Task statement:
Every line below between the one holding "float extra = 0;" and the one holding "auto box = [&](float", inclusive, should be copied exactly, and no other line.

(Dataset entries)

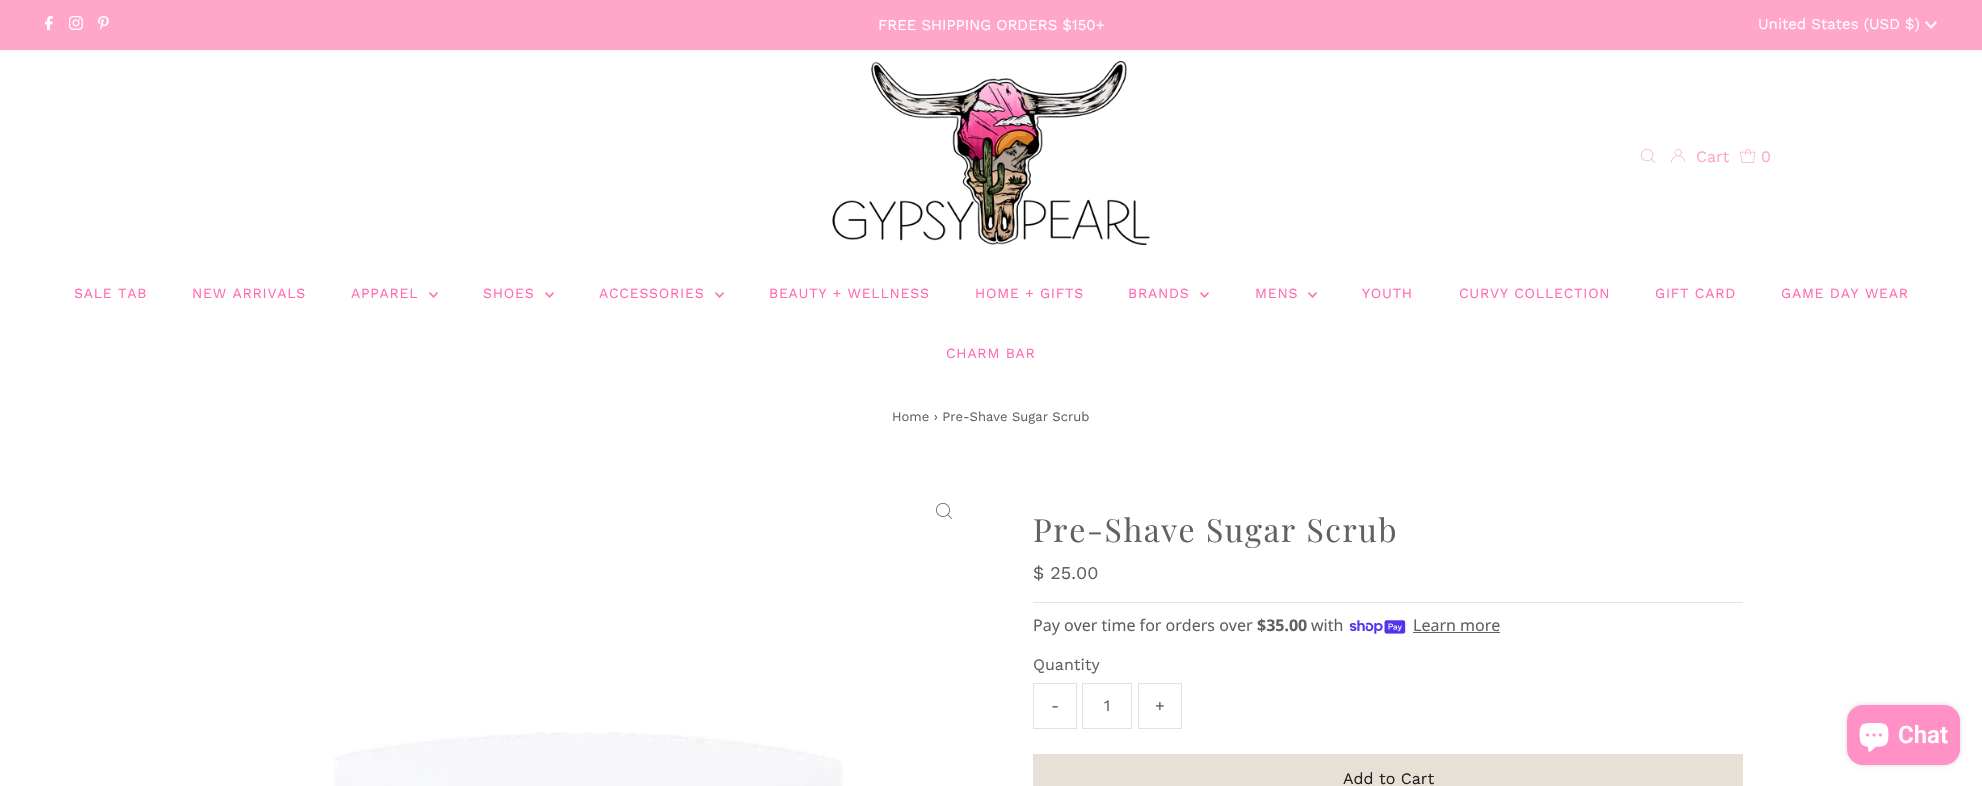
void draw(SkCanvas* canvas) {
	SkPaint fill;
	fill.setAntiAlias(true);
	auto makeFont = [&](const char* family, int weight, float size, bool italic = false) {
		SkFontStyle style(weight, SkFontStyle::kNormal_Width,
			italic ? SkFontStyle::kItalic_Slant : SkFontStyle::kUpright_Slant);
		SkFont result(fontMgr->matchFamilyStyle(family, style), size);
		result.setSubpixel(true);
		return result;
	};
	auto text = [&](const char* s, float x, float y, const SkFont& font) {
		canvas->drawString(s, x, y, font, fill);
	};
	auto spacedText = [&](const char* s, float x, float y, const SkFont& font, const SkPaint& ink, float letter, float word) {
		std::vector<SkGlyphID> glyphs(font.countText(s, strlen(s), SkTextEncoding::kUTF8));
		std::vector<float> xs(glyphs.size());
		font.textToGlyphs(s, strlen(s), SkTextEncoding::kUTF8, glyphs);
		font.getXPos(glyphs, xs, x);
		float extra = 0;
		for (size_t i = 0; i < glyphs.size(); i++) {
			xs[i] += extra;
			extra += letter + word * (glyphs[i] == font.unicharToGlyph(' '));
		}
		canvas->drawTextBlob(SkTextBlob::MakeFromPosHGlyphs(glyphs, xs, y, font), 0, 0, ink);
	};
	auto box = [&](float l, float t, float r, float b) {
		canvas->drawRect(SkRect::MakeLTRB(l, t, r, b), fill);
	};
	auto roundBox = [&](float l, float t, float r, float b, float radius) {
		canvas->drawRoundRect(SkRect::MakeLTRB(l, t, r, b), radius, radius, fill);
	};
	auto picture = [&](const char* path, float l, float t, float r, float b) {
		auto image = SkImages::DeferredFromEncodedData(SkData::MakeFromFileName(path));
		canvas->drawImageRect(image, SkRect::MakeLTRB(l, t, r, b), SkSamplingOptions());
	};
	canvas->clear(0xFFFFFFFF);
	fill.setColor(0xFFFFA6C9);
	box(0, 0, 1982, 50);
	picture("image0.png", 45, 16, 53, 30);
	picture("image1.png", 69, 16, 83, 30);
	picture("image2.png", 98, 16, 109, 30);
	picture("image3.png", 1925, 21, 1937, 29);
	picture("image4.png", 832, 61, 1150, 245);
	picture("image5.png", 1641, 149, 1655, 163);
	picture("image6.png", 1671, 149, 1685, 163);
	picture("image7.png", 1740, 149, 1756, 163);
	picture("image8.png", 429, 292, 438, 298);
	picture("image8.png", 545, 292, 554, 298);
	picture("image8.png", 715, 292, 724, 298);
	picture("image8.png", 1200, 292, 1209, 298);
	picture("image8.png", 1308, 292, 1317, 298);
	picture("image9.png", 936, 503, 952, 519);
	picture("image10.png", 333, 732, 843, 786);
	fill.setColor(0xFFE6E0D7);
	box(1033, 602, 1743, 603);
	picture("image11.png", 1349, 620, 1406, 634);
	fill.setColor(0xFF616161);
	box(1413, 632, 1500, 633);
	fill.setStyle(SkPaint::kStroke_Style);
	fill.setStrokeWidth(1);
	fill.setColor(0xFFE6E0D7);
	canvas->drawRect(SkRect::MakeLTRB(1033.5f, 683.5f, 1076.5f, 728.5f), fill);
	canvas->drawRect(SkRect::MakeLTRB(1082.5f, 683.5f, 1131.5f, 728.5f), fill);
	canvas->drawRect(SkRect::MakeLTRB(1138.5f, 683.5f, 1181.5f, 728.5f), fill);
	fill.setStyle(SkPaint::kFill_Style);
	box(1033, 754, 1743, 786);
	fill.setColor(0x26000000);
	fill.setMaskFilter(SkMaskFilter::MakeBlur(kNormal_SkBlurStyle, 2.5f));
	canvas->drawRoundRect(SkRect::MakeLTRB(1847, 705, 1960, 765), 16, 16, fill);
	fill.setMaskFilter(nullptr);
	fill.setColor(0xFFFF91C7);
	roundBox(1847, 705, 1960, 765, 16);
	picture("image12.png", 1859, 723, 1889, 752);
	auto font1 = makeFont("Work Sans", 400, 15);
	fill.setColor(0xFFFFFFFF);
	text("FREE SHIPPING ORDERS $150+", 878, 30, font1);
	text("United States (USD $)", 1758, 29, font1);
	auto font2 = makeFont("Work Sans", 400, 16);
	fill.setColor(0xFFFFA6C9);
	text("Cart", 1696, 162, font2);
	text("0", 1761, 162, font2);
	auto font3 = makeFont("Work Sans", 400, 14);
	fill.setColor(0xFFFF69B4);
	spacedText("SALE TAB", 74, 298, font3, fill, 0.75f, 0);
	spacedText("NEW ARRIVALS", 192, 298, font3, fill, 0.75f, 0);
	spacedText("APPAREL", 351, 298, font3, fill, 0.75f, 0);
	spacedText("SHOES", 483, 298, font3, fill, 0.75f, 0);
	spacedText("ACCESSORIES", 599, 298, font3, fill, 0.75f, 0);
	spacedText("BEAUTY + WELLNESS", 769, 298, font3, fill, 0.75f, 0);
	spacedText("HOME + GIFTS", 975, 298, font3, fill, 0.75f, 0);
	spacedText("BRANDS", 1128, 298, font3, fill, 0.75f, 0);
	spacedText("MENS", 1255, 298, font3, fill, 0.75f, 0);
	spacedText("YOUTH", 1362, 298, font3, fill, 0.75f, 0);
	spacedText("CURVY COLLECTION", 1459, 298, font3, fill, 0.75f, 0);
	spacedText("GIFT CARD", 1655, 298, font3, fill, 0.75f, 0);
	spacedText("GAME DAY WEAR", 1781, 298, font3, fill, 0.75f, 0);
	spacedText("CHARM BAR", 946, 358, font3, fill, 0.75f, 0);
	auto font4 = makeFont("Work Sans", 400, 13);
	fill.setColor(0xFF616161);
	text("Home › Pre-Shave Sugar Scrub", 892, 421, font4);
	auto font5 = makeFont("Playfair Display", 400, 32);
	spacedText("Pre-Shave Sugar Scrub", 1033, 542, font5, fill, 1.6f, 0);
	auto font6 = makeFont("Work Sans", 400, 18);
	text("$ 25.00", 1033, 579, font6);
	auto font7 = makeFont("Noto Sans", 400, 16);
	text("Pay over time for orders over", 1033, 631, font7);
	auto font8 = makeFont("Noto Sans", 700, 16);
	text("$35.00", 1257, 631, font8);
	text("with", 1311, 631, font7);
	text("Learn more", 1413, 631, font7);
	text("Quantity", 1033, 670, font2);
	text("-", 1051, 711, font2);
	text("1", 1104, 711, font2);
	text("+", 1155, 711, font2);
	fill.setColor(0xFF222222);
	text("Add to Cart", 1343, 784, font2);
	auto font9 = makeFont("Roboto", 600, 24);
	fill.setColor(0xFFFFFFFF);
	text("Chat", 1898, 743, font9);
}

Solution below:
		float extra = 0;
		for (size_t i = 0; i < glyphs.size(); i++) {
			xs[i] += extra;
			extra += letter + word * (glyphs[i] == font.unicharToGlyph(' '));
		}
		canvas->drawTextBlob(SkTextBlob::MakeFromPosHGlyphs(glyphs, xs, y, font), 0, 0, ink);
	};
	auto box = [&](float l, float t, float r, float b) {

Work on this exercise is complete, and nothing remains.